_WHAT IS NEEDED_: Write an exact copy of the entries below that leaves out all pictures.

[Collected data]
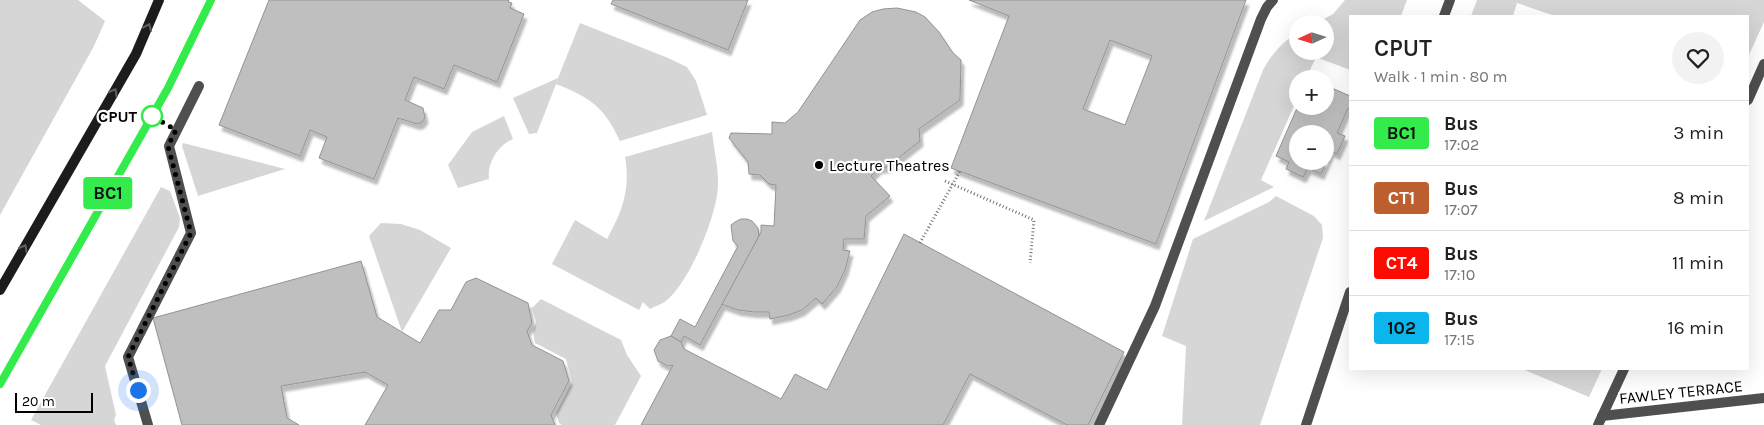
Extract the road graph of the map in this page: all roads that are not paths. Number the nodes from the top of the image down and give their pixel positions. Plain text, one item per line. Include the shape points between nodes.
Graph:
1 (159, 0) edge
2 (211, 0) edge
3 (1273, 0) edge
4 (1450, 0) edge
5 (1444, 15) edge
6 (1764, 64) edge
7 (199, 86) dead end
8 (1749, 98) edge
9 (0, 290) edge
10 (1349, 295) edge
11 (1624, 370) edge
12 (0, 384) edge
13 (1764, 398) edge
14 (1600, 421) edge
15 (148, 425) edge
16 (1099, 425) edge
17 (1306, 425) edge

9 -> 1 street via 136,54
2 - 12 street via 171,81
3 - 16 street via 1260,18 1152,313
4 - 5 street
6 - 8 street
7 - 15 street via 168,146 191,233 128,357
10 - 17 street
11 - 14 street
13 - 14 street, FAWLEY TERRACE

_FINISHED EXERCISE_:
Extract the road graph of the map in this page: all roads that are not paths. Number the nodes from the top of the image down and give their pixel positions. Plain text, one item per line. Include the shape points between nodes.
Graph:
1 (159, 0) edge
2 (211, 0) edge
3 (1273, 0) edge
4 (1450, 0) edge
5 (1444, 15) edge
6 (1764, 64) edge
7 (199, 86) dead end
8 (1749, 98) edge
9 (0, 290) edge
10 (1349, 295) edge
11 (1624, 370) edge
12 (0, 384) edge
13 (1764, 398) edge
14 (1600, 421) edge
15 (148, 425) edge
16 (1099, 425) edge
17 (1306, 425) edge

9 -> 1 street via 136,54
2 - 12 street via 171,81
3 - 16 street via 1260,18 1152,313
4 - 5 street
6 - 8 street
7 - 15 street via 168,146 191,233 128,357
10 - 17 street
11 - 14 street
13 - 14 street, FAWLEY TERRACE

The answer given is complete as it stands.